(Stored data entries)
╔══

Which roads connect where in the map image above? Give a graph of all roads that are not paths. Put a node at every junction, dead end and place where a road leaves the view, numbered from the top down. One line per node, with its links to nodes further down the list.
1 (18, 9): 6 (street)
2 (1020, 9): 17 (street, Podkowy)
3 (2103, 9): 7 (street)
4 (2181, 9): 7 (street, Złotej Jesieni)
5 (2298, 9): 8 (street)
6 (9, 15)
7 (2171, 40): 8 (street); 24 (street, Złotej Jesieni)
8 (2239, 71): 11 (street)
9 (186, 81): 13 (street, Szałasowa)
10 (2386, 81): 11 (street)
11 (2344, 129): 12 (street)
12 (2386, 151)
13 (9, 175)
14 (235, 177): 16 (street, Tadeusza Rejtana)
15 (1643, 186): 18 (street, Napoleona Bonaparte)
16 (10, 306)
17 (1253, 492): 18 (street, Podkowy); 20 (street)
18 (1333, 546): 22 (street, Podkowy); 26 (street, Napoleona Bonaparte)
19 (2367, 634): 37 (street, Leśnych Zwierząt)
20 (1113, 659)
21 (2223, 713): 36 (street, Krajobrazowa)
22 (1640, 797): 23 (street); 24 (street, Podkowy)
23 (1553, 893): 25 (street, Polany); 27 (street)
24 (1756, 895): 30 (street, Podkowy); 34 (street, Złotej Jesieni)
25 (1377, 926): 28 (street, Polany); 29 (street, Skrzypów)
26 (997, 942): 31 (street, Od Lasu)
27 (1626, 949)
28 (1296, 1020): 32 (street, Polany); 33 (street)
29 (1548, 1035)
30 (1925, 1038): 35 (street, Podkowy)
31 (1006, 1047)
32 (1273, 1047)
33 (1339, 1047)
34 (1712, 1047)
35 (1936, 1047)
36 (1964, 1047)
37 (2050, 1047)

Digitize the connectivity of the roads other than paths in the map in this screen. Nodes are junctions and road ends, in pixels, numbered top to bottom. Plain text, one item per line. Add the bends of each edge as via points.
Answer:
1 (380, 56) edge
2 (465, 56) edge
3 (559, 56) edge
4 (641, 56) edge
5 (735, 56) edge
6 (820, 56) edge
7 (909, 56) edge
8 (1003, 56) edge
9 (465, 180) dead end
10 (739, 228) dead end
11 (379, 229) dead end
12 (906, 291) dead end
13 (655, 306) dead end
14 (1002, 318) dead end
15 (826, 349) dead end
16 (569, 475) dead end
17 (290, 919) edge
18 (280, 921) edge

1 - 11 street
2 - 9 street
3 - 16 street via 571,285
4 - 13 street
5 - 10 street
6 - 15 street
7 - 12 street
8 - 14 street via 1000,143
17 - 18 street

╚══

_Required action_. The response has to match the data exactly, line for line.

_Problem solution_.
Which roads connect where in the map image above? Give a graph of all roads that are not paths. Put a node at every junction, dead end and place where a road leaves the view, numbered from the top down. One line per node, with its links to nodes further down the list.
1 (18, 9): 6 (street)
2 (1020, 9): 17 (street, Podkowy)
3 (2103, 9): 7 (street)
4 (2181, 9): 7 (street, Złotej Jesieni)
5 (2298, 9): 8 (street)
6 (9, 15)
7 (2171, 40): 8 (street); 24 (street, Złotej Jesieni)
8 (2239, 71): 11 (street)
9 (186, 81): 13 (street, Szałasowa)
10 (2386, 81): 11 (street)
11 (2344, 129): 12 (street)
12 (2386, 151)
13 (9, 175)
14 (235, 177): 16 (street, Tadeusza Rejtana)
15 (1643, 186): 18 (street, Napoleona Bonaparte)
16 (10, 306)
17 (1253, 492): 18 (street, Podkowy); 20 (street)
18 (1333, 546): 22 (street, Podkowy); 26 (street, Napoleona Bonaparte)
19 (2367, 634): 37 (street, Leśnych Zwierząt)
20 (1113, 659)
21 (2223, 713): 36 (street, Krajobrazowa)
22 (1640, 797): 23 (street); 24 (street, Podkowy)
23 (1553, 893): 25 (street, Polany); 27 (street)
24 (1756, 895): 30 (street, Podkowy); 34 (street, Złotej Jesieni)
25 (1377, 926): 28 (street, Polany); 29 (street, Skrzypów)
26 (997, 942): 31 (street, Od Lasu)
27 (1626, 949)
28 (1296, 1020): 32 (street, Polany); 33 (street)
29 (1548, 1035)
30 (1925, 1038): 35 (street, Podkowy)
31 (1006, 1047)
32 (1273, 1047)
33 (1339, 1047)
34 (1712, 1047)
35 (1936, 1047)
36 (1964, 1047)
37 (2050, 1047)

Digitize the connectivity of the roads other than paths in the map in this screen. Nodes are junctions and road ends, in pixels, numbered top to bottom. Plain text, one item per line. Add the bends of each edge as via points.
Answer:
1 (380, 56) edge
2 (465, 56) edge
3 (559, 56) edge
4 (641, 56) edge
5 (735, 56) edge
6 (820, 56) edge
7 (909, 56) edge
8 (1003, 56) edge
9 (465, 180) dead end
10 (739, 228) dead end
11 (379, 229) dead end
12 (906, 291) dead end
13 (655, 306) dead end
14 (1002, 318) dead end
15 (826, 349) dead end
16 (569, 475) dead end
17 (290, 919) edge
18 (280, 921) edge

1 - 11 street
2 - 9 street
3 - 16 street via 571,285
4 - 13 street
5 - 10 street
6 - 15 street
7 - 12 street
8 - 14 street via 1000,143
17 - 18 street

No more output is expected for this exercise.